October 23, 2014

The Ghosts of Tupelo Landing by Sheila Turnage

Posted in Uncategorized tagged , , , at 1:16 am by suebe2

The Ghosts of Tupelo Landing
by Sheila Turnage
Kathy Dawson Books

When Mo and Dale attend an auction they’re just there to help Miss Lana with the umbrella stand she plans to buy.  After all, who in their right mind would buy The Tupelo Inn, a sprawling run down structure that’s been empty for some 70 plus years?

Then Miss Lana does buy it with the help of Grandmother Miss Lacy Thornton.  And, they buy it on purpose, not at all like when Dale waved at a friend and almost made an outrageous buy.

The two women don’t want the inn.  They just want to stop another bidder — a nasty, harsh woman that Mo nicknames Rat Face.  They plan to buy the inn and then sell it to someone nicer than Rat Face.  What they aren’t counting on is the Ghost in the contract.

Mo and Dale (aka the Desperado Detective Agency) quickly open a paranormal division. It is up to them to identify the ghost who trails the scent of rosemary, often sounds like footsteps and seems attracted to the new boy in town, Harm.

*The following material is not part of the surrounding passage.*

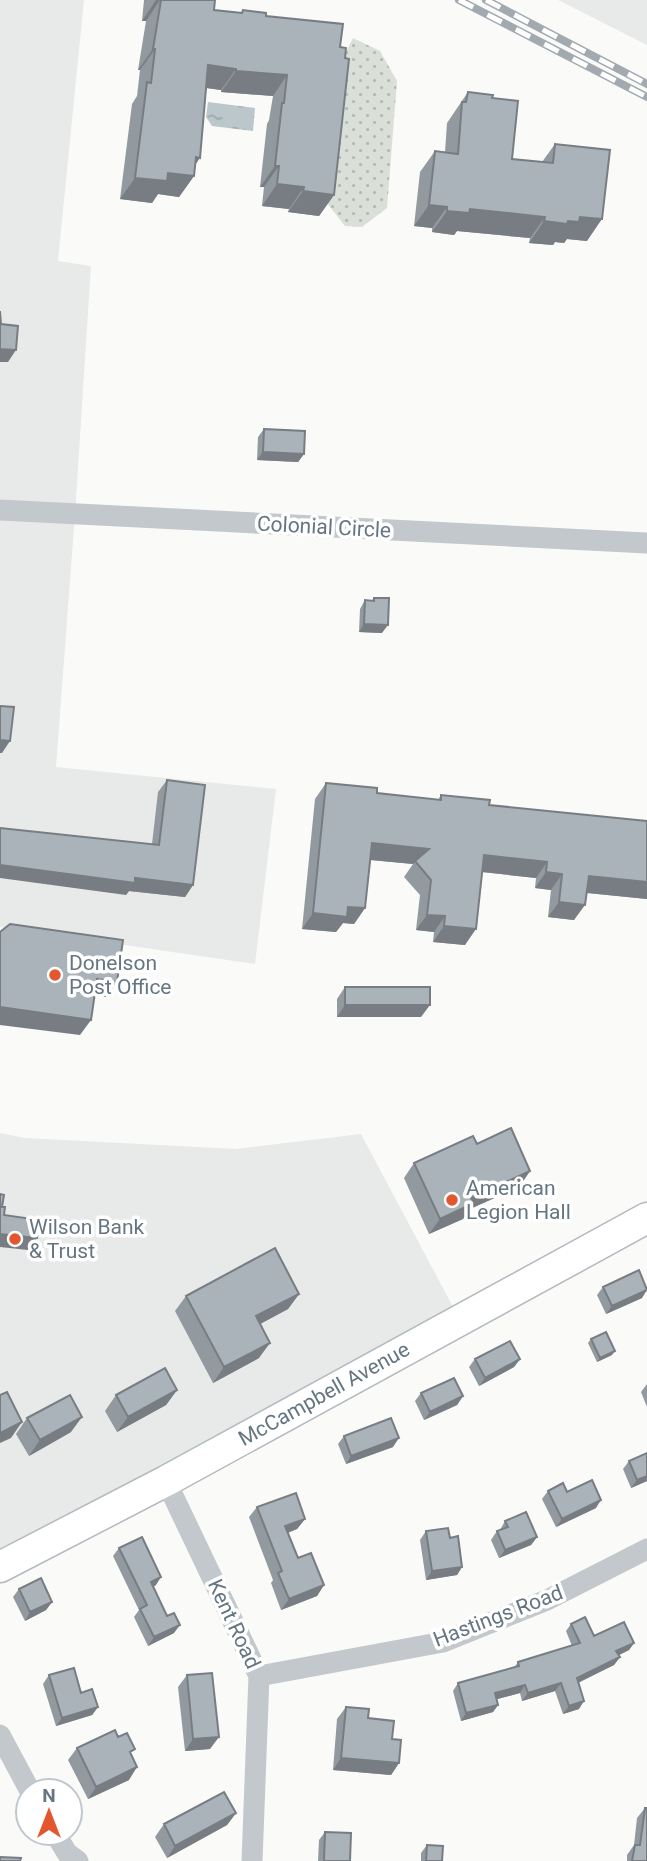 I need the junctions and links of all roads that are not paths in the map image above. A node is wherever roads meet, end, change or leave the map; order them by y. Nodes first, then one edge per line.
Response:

The new boy comes across as arrogant but Mo and Dale can’t help but feel sorry for him when the discover where he is living, with a notorious local moonshiner who just happens to be Harm’s grandfather.  He is the only family Harm has but the cops are on his trail.  Harm hires the Desperados to find the still first and shut it down.

With more mysteries then they know how to handle, the kids must learn how to track down a ghost, unearth long held secrets and learn how rum runners hide a still.

I loved this, the sequel to Three Times Lucky, even more than the original.  Turnage’s characters are well-drawn and three dimensional.  The good guys all have flaws — Mo is a bit to curious, strong willed and outspoken, Dale is a bit of a chicken and has truly limited social skills.  But even the bad guys often have good traits.  The moon shiner gives up his still to keep from loosing the grandson he’s only just met.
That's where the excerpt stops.